• **EXERCISE**:
Copy out each line of the material in which the word "connectivity" can be found.

INPUT RECORDS Block Start

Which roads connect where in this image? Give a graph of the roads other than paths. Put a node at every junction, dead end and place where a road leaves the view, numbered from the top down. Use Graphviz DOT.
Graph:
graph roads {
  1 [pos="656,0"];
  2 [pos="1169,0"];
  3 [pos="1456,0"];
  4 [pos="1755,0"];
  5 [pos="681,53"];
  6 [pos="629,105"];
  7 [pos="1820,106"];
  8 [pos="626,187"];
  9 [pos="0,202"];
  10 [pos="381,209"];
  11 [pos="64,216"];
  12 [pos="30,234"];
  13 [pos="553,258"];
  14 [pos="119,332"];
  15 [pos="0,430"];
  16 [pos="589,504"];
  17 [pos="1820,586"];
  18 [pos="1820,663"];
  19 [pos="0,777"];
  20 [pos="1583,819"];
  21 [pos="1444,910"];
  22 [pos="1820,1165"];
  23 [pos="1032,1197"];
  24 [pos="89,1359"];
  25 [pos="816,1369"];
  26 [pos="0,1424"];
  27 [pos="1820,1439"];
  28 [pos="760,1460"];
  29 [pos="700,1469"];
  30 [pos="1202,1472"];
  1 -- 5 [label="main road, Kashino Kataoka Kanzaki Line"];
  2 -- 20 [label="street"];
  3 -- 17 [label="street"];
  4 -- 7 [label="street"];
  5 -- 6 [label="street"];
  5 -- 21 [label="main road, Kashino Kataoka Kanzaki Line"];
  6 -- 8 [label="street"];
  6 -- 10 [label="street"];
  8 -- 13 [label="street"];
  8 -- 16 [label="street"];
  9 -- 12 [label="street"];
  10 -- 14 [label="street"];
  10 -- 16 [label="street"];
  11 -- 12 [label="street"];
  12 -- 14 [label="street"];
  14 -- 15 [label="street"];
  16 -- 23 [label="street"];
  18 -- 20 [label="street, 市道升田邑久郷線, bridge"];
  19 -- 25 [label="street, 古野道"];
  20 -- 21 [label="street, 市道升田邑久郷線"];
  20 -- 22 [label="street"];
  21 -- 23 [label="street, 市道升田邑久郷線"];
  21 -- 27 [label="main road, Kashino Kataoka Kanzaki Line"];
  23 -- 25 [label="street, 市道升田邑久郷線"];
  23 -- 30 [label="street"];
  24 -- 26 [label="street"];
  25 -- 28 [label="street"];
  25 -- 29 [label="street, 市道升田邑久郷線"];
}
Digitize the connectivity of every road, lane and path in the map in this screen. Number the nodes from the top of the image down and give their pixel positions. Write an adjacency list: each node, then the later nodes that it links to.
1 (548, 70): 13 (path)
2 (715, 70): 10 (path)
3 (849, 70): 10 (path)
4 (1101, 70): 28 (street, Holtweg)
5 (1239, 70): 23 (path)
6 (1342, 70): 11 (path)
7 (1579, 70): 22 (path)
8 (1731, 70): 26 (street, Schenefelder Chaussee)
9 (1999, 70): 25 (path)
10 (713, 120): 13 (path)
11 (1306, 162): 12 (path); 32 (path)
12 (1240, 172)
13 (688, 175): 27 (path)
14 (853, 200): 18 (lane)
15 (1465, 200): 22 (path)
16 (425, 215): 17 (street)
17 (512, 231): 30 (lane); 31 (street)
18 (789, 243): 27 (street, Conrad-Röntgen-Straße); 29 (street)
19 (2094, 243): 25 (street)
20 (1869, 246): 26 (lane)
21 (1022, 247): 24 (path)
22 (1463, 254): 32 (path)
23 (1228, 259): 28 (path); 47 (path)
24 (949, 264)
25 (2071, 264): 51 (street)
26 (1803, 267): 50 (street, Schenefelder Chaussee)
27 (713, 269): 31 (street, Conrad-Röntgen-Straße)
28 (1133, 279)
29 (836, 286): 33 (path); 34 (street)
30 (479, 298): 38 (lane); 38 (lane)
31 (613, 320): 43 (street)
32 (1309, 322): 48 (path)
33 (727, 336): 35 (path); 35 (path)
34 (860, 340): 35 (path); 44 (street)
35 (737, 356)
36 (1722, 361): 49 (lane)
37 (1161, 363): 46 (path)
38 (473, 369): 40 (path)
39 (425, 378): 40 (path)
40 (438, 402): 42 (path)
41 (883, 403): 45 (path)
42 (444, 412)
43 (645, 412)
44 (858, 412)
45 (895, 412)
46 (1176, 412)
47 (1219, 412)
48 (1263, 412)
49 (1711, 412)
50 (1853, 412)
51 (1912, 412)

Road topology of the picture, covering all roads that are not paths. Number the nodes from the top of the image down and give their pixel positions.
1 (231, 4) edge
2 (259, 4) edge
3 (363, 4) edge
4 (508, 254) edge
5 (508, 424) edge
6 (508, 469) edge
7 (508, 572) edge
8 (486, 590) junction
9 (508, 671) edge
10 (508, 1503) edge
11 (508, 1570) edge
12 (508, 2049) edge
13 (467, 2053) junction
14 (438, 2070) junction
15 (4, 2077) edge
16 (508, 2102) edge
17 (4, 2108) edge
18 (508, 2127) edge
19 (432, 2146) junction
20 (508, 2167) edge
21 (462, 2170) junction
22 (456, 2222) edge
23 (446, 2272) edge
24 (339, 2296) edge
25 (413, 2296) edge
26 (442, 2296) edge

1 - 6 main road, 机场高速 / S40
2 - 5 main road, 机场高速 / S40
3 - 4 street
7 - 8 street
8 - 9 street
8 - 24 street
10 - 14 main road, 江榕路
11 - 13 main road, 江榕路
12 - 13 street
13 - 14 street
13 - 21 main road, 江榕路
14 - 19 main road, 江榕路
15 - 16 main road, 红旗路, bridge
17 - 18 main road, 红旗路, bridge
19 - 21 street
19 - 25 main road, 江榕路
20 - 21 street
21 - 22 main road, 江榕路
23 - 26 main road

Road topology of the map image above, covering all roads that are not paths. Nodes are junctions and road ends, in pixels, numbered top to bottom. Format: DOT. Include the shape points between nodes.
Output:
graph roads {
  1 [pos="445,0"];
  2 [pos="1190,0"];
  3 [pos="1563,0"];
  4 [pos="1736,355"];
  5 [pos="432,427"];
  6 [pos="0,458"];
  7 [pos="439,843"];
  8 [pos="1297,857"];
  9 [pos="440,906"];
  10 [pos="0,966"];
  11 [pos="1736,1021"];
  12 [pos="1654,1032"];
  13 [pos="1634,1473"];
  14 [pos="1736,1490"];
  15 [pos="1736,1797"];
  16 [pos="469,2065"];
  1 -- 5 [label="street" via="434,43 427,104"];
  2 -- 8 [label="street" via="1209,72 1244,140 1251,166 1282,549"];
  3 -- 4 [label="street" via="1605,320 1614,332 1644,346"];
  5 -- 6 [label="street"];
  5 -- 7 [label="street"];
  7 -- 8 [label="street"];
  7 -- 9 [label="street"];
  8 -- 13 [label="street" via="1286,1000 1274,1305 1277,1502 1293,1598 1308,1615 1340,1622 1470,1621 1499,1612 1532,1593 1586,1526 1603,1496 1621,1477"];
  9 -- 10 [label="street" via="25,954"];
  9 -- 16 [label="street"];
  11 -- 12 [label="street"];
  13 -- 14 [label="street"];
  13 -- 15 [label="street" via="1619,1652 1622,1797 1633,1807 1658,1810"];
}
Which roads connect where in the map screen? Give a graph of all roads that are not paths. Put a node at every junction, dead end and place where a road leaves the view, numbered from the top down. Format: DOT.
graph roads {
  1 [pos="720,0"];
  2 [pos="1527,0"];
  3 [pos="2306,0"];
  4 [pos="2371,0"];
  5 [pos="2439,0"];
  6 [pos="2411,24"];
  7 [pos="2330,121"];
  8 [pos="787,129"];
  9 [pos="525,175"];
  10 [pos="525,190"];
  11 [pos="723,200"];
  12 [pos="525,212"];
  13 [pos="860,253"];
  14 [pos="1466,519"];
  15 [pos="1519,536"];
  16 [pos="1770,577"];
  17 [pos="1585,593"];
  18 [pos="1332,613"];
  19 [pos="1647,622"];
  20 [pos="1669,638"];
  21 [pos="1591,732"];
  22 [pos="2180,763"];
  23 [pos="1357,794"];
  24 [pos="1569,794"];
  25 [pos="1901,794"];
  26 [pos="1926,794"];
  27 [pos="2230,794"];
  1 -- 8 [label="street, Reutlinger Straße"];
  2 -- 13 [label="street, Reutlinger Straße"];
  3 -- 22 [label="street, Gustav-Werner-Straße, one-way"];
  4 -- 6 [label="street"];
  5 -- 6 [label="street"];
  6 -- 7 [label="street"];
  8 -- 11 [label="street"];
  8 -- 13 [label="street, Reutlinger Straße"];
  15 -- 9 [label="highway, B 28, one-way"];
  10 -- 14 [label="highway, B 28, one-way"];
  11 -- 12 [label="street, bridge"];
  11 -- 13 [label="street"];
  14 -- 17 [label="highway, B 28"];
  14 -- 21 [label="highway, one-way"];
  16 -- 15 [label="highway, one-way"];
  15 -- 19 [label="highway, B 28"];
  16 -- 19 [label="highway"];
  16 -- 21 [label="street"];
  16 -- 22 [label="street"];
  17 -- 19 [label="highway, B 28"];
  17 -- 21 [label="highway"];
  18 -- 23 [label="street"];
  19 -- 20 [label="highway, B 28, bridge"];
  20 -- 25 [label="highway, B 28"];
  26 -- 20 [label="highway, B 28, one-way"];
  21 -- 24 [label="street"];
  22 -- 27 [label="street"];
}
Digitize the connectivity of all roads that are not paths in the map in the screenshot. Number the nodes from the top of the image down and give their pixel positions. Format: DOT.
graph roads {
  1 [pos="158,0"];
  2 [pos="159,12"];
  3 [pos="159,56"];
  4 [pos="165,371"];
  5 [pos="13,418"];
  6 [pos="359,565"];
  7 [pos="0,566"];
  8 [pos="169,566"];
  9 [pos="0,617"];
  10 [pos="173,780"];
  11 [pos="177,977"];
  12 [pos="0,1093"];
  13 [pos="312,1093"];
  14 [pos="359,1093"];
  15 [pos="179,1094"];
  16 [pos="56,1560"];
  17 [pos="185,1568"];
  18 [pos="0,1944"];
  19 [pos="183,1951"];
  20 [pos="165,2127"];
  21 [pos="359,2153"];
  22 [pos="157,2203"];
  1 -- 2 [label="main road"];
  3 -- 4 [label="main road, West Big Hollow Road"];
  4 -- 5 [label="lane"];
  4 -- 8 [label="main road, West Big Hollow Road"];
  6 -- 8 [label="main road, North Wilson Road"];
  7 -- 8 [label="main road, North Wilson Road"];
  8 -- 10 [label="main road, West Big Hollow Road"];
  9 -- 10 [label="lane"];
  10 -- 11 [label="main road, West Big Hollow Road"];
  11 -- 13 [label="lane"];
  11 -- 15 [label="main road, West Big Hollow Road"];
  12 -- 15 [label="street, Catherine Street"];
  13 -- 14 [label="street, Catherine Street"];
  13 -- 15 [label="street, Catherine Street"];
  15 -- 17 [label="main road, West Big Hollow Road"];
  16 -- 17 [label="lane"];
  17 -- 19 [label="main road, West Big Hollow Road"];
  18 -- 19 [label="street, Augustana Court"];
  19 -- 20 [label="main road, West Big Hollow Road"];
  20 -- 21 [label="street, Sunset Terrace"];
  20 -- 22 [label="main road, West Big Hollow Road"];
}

INPUT RECORDS Block End

• **RESPONSE TO THIS TASK**:
Digitize the connectivity of every road, lane and path in the map in this screen. Number the nodes from the top of the image down and give their pixel positions. Write an adjacency list: each node, then the later nodes that it links to.
Digitize the connectivity of all roads that are not paths in the map in the screenshot. Number the nodes from the top of the image down and give their pixel positions. Format: DOT.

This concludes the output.